Exercise directions:
Your job is to transcribe all the records that follow, excluding any pictures.

Data:
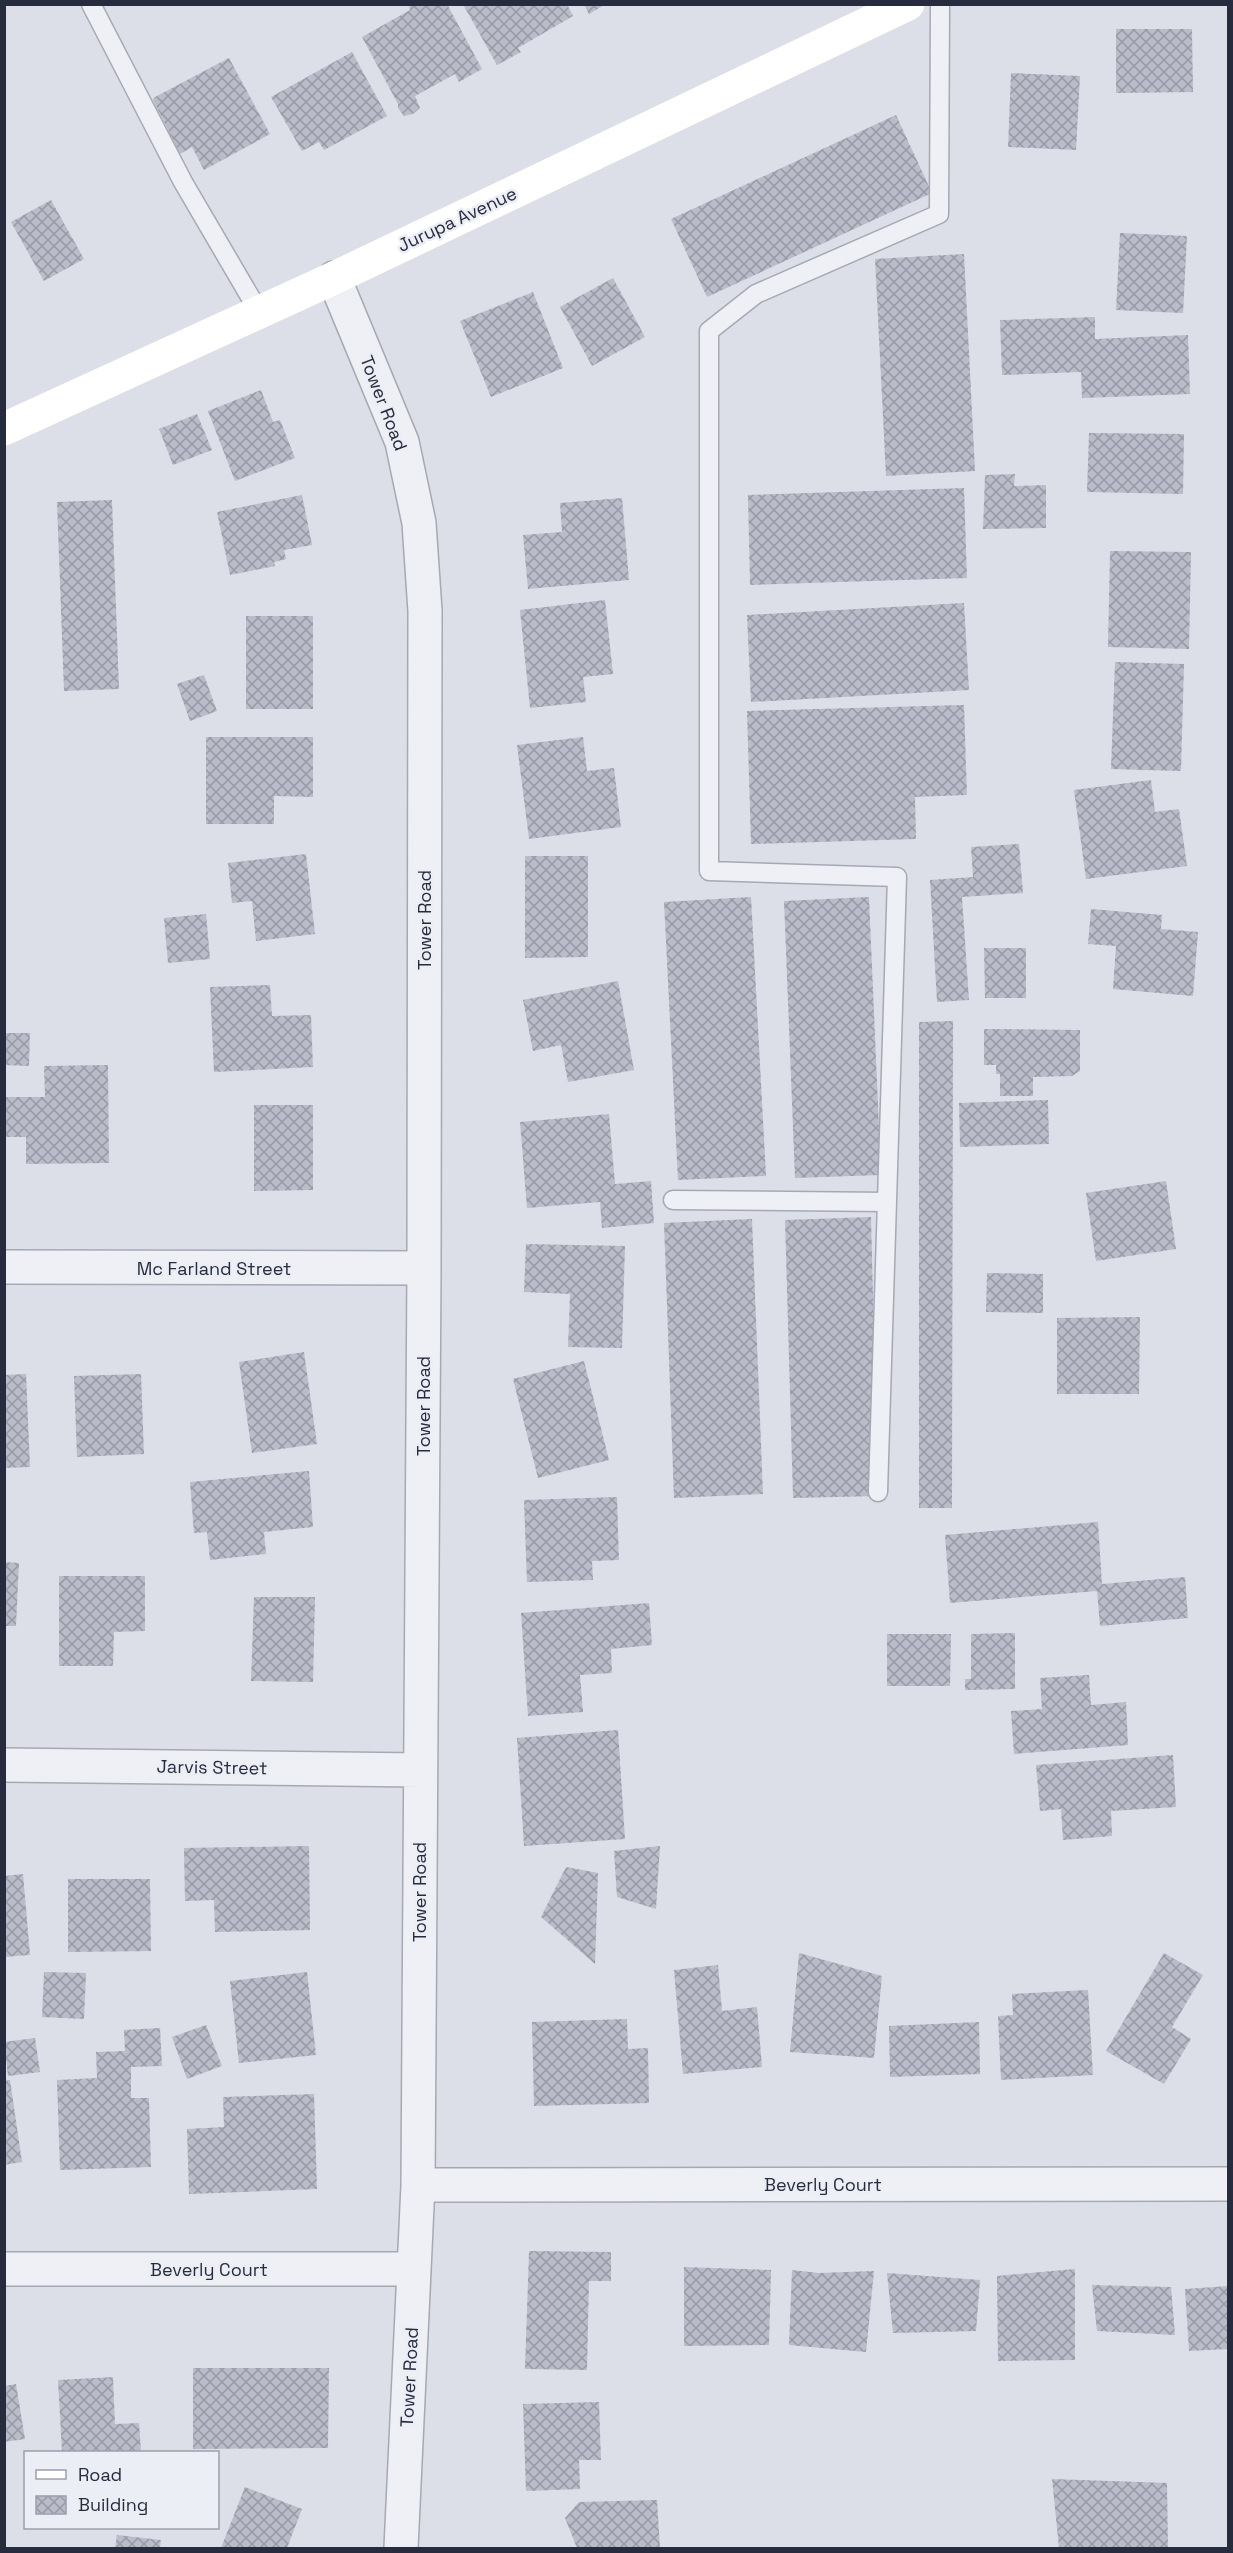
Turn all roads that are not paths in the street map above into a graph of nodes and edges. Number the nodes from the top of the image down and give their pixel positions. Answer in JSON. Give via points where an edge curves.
{"nodes":[{"id":1,"x":92,"y":4,"type":"edge"},
{"id":2,"x":908,"y":4,"type":"edge"},
{"id":3,"x":940,"y":4,"type":"edge"},
{"id":4,"x":334,"y":278,"type":"junction"},
{"id":5,"x":259,"y":312,"type":"junction"},
{"id":6,"x":4,"y":429,"type":"edge"},
{"id":7,"x":673,"y":1200,"type":"dead end"},
{"id":8,"x":887,"y":1202,"type":"junction"},
{"id":9,"x":4,"y":1267,"type":"edge"},
{"id":10,"x":424,"y":1268,"type":"junction"},
{"id":11,"x":878,"y":1492,"type":"dead end"},
{"id":12,"x":4,"y":1765,"type":"edge"},
{"id":13,"x":420,"y":1770,"type":"junction"},
{"id":14,"x":1228,"y":2184,"type":"edge"},
{"id":15,"x":417,"y":2185,"type":"junction"},
{"id":16,"x":4,"y":2268,"type":"edge"},
{"id":17,"x":414,"y":2269,"type":"junction"},
{"id":18,"x":401,"y":2548,"type":"edge"}],
"edges":[{"from":1,"to":5,"type":"lane","via":[[183,182]]},
{"from":2,"to":4,"type":"main road","name":"Jurupa Avenue"},
{"from":3,"to":8,"type":"lane","via":[[939,214],[756,294],[709,331],[709,871],[897,876]]},
{"from":4,"to":5,"type":"main road","name":"Jurupa Avenue"},
{"from":4,"to":10,"type":"street","name":"Tower Road","via":[[402,441],[419,523],[425,611]]},
{"from":5,"to":6,"type":"main road","name":"Jurupa Avenue"},
{"from":7,"to":8,"type":"lane"},
{"from":8,"to":11,"type":"lane"},
{"from":9,"to":10,"type":"street","name":"Mc Farland Street"},
{"from":10,"to":13,"type":"street","name":"Tower Road"},
{"from":12,"to":13,"type":"street","name":"Jarvis Street"},
{"from":13,"to":15,"type":"street","name":"Tower Road"},
{"from":14,"to":15,"type":"street","name":"Beverly Court"},
{"from":15,"to":17,"type":"street","name":"Tower Road"},
{"from":16,"to":17,"type":"street","name":"Beverly Court"},
{"from":17,"to":18,"type":"street","name":"Tower Road"}]}
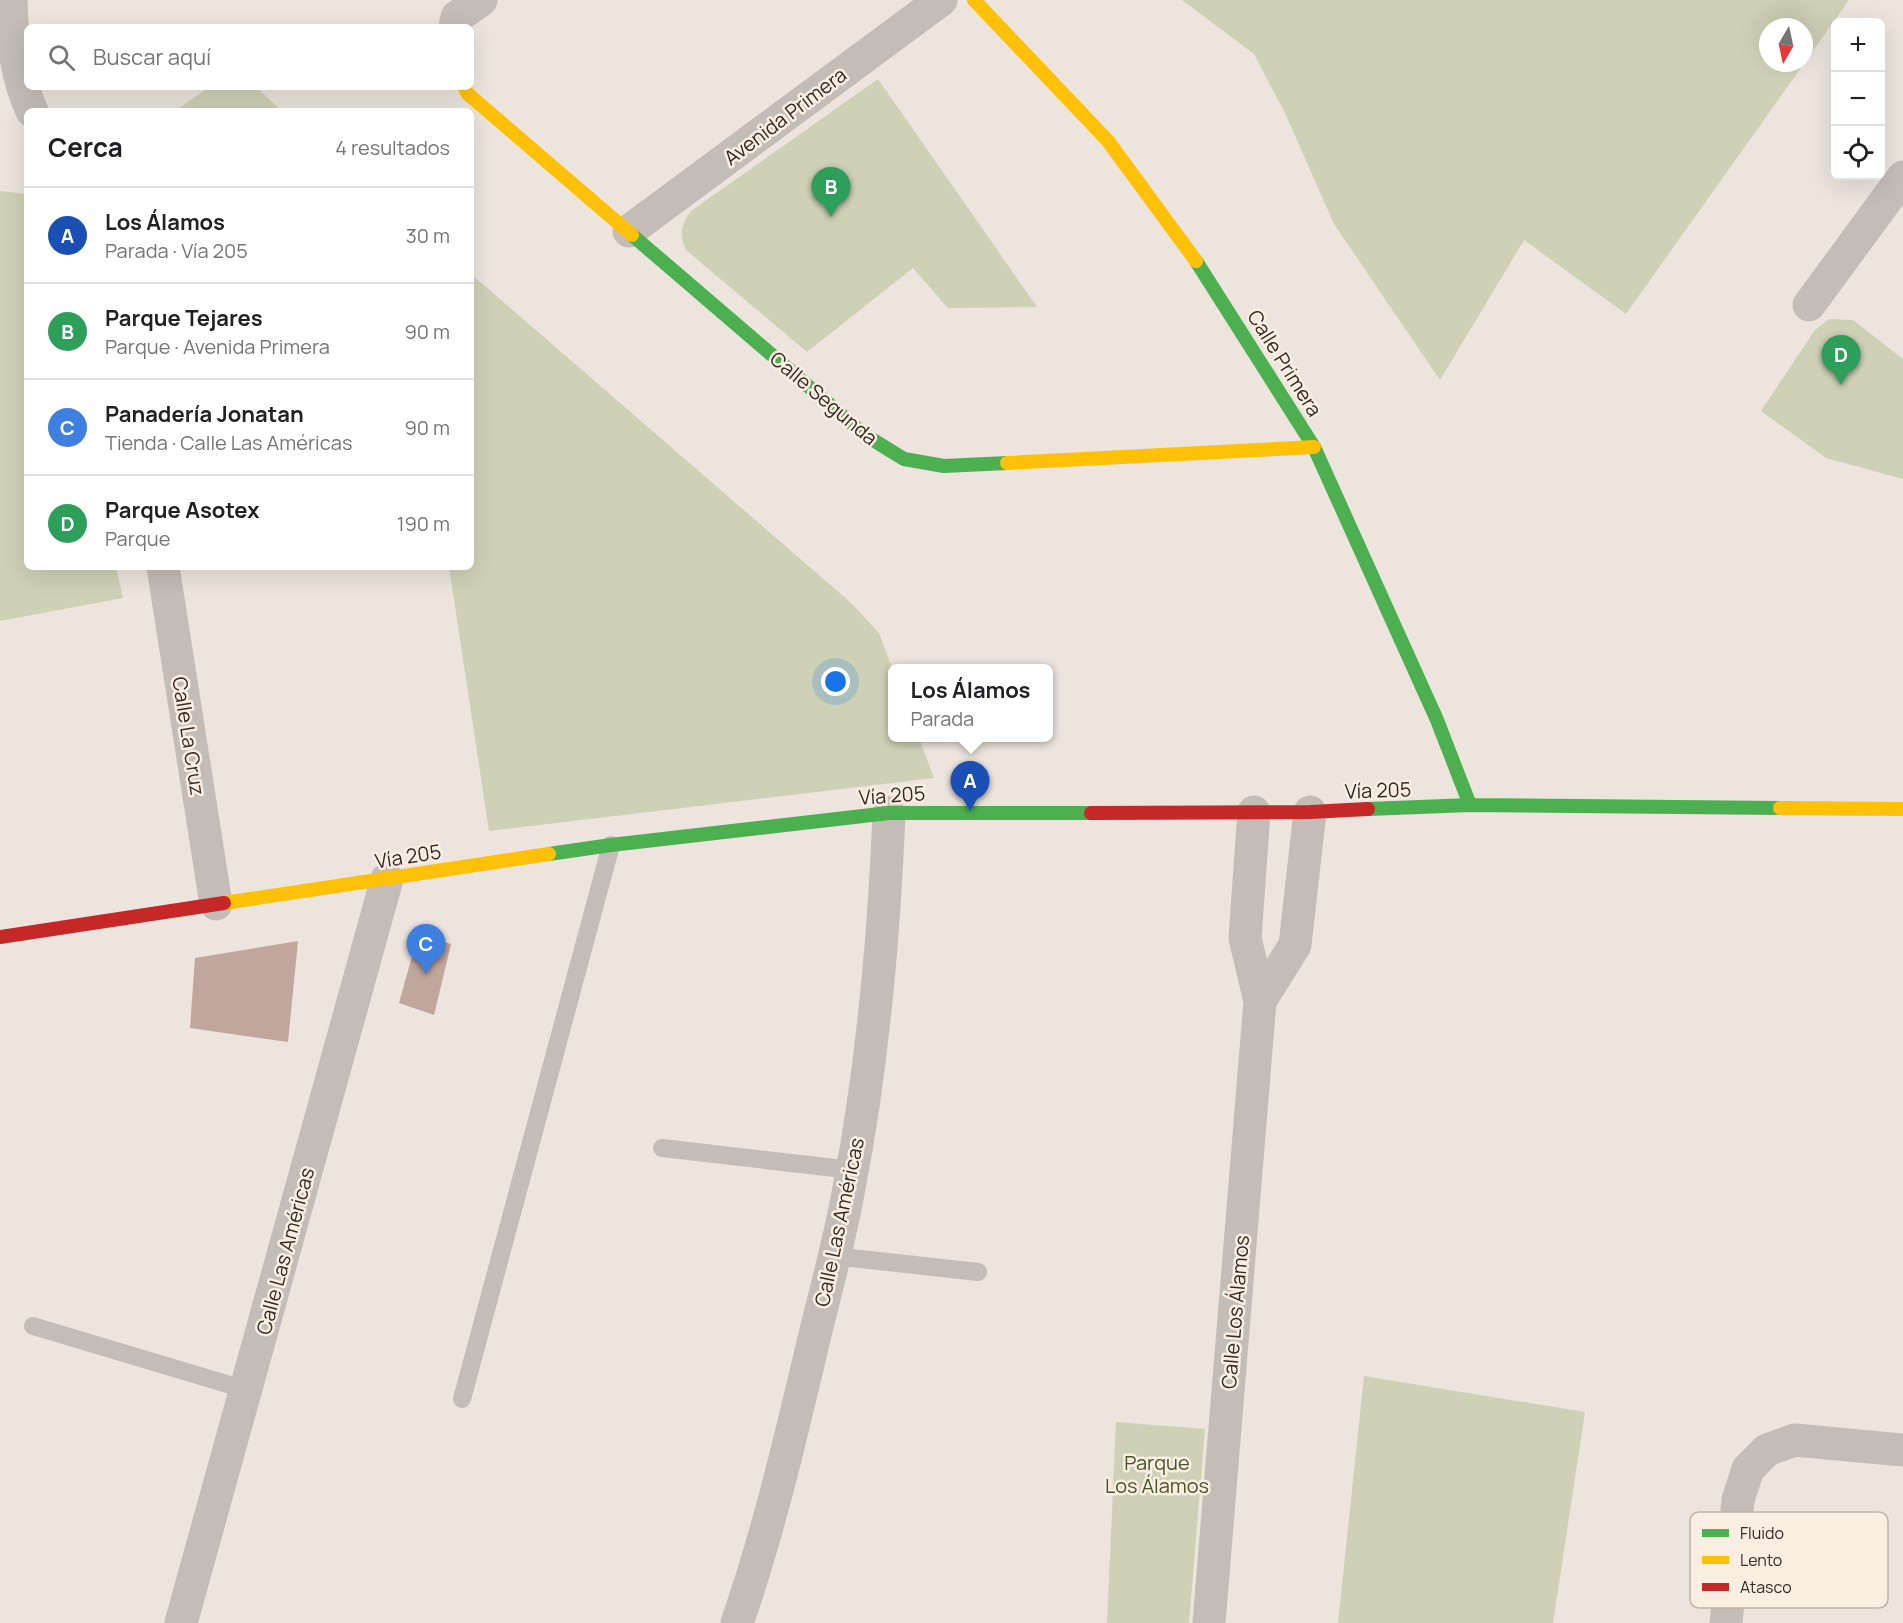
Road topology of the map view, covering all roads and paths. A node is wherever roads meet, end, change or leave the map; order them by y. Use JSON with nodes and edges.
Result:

Solved exercise:
Turn all roads that are not paths in the street map above into a graph of nodes and edges. Number the nodes from the top of the image down and give their pixel positions. Answer in JSON. Give via points where an edge curves.
{"nodes":[{"id":1,"x":92,"y":4,"type":"edge"},
{"id":2,"x":908,"y":4,"type":"edge"},
{"id":3,"x":940,"y":4,"type":"edge"},
{"id":4,"x":334,"y":278,"type":"junction"},
{"id":5,"x":259,"y":312,"type":"junction"},
{"id":6,"x":4,"y":429,"type":"edge"},
{"id":7,"x":673,"y":1200,"type":"dead end"},
{"id":8,"x":887,"y":1202,"type":"junction"},
{"id":9,"x":4,"y":1267,"type":"edge"},
{"id":10,"x":424,"y":1268,"type":"junction"},
{"id":11,"x":878,"y":1492,"type":"dead end"},
{"id":12,"x":4,"y":1765,"type":"edge"},
{"id":13,"x":420,"y":1770,"type":"junction"},
{"id":14,"x":1228,"y":2184,"type":"edge"},
{"id":15,"x":417,"y":2185,"type":"junction"},
{"id":16,"x":4,"y":2268,"type":"edge"},
{"id":17,"x":414,"y":2269,"type":"junction"},
{"id":18,"x":401,"y":2548,"type":"edge"}],
"edges":[{"from":1,"to":5,"type":"lane","via":[[183,182]]},
{"from":2,"to":4,"type":"main road","name":"Jurupa Avenue"},
{"from":3,"to":8,"type":"lane","via":[[939,214],[756,294],[709,331],[709,871],[897,876]]},
{"from":4,"to":5,"type":"main road","name":"Jurupa Avenue"},
{"from":4,"to":10,"type":"street","name":"Tower Road","via":[[402,441],[419,523],[425,611]]},
{"from":5,"to":6,"type":"main road","name":"Jurupa Avenue"},
{"from":7,"to":8,"type":"lane"},
{"from":8,"to":11,"type":"lane"},
{"from":9,"to":10,"type":"street","name":"Mc Farland Street"},
{"from":10,"to":13,"type":"street","name":"Tower Road"},
{"from":12,"to":13,"type":"street","name":"Jarvis Street"},
{"from":13,"to":15,"type":"street","name":"Tower Road"},
{"from":14,"to":15,"type":"street","name":"Beverly Court"},
{"from":15,"to":17,"type":"street","name":"Tower Road"},
{"from":16,"to":17,"type":"street","name":"Beverly Court"},
{"from":17,"to":18,"type":"street","name":"Tower Road"}]}
Road topology of the map view, covering all roads and paths. A node is wherever roads meet, end, change or leave the map; order them by y. Use JSON with nodes and edges.
Result:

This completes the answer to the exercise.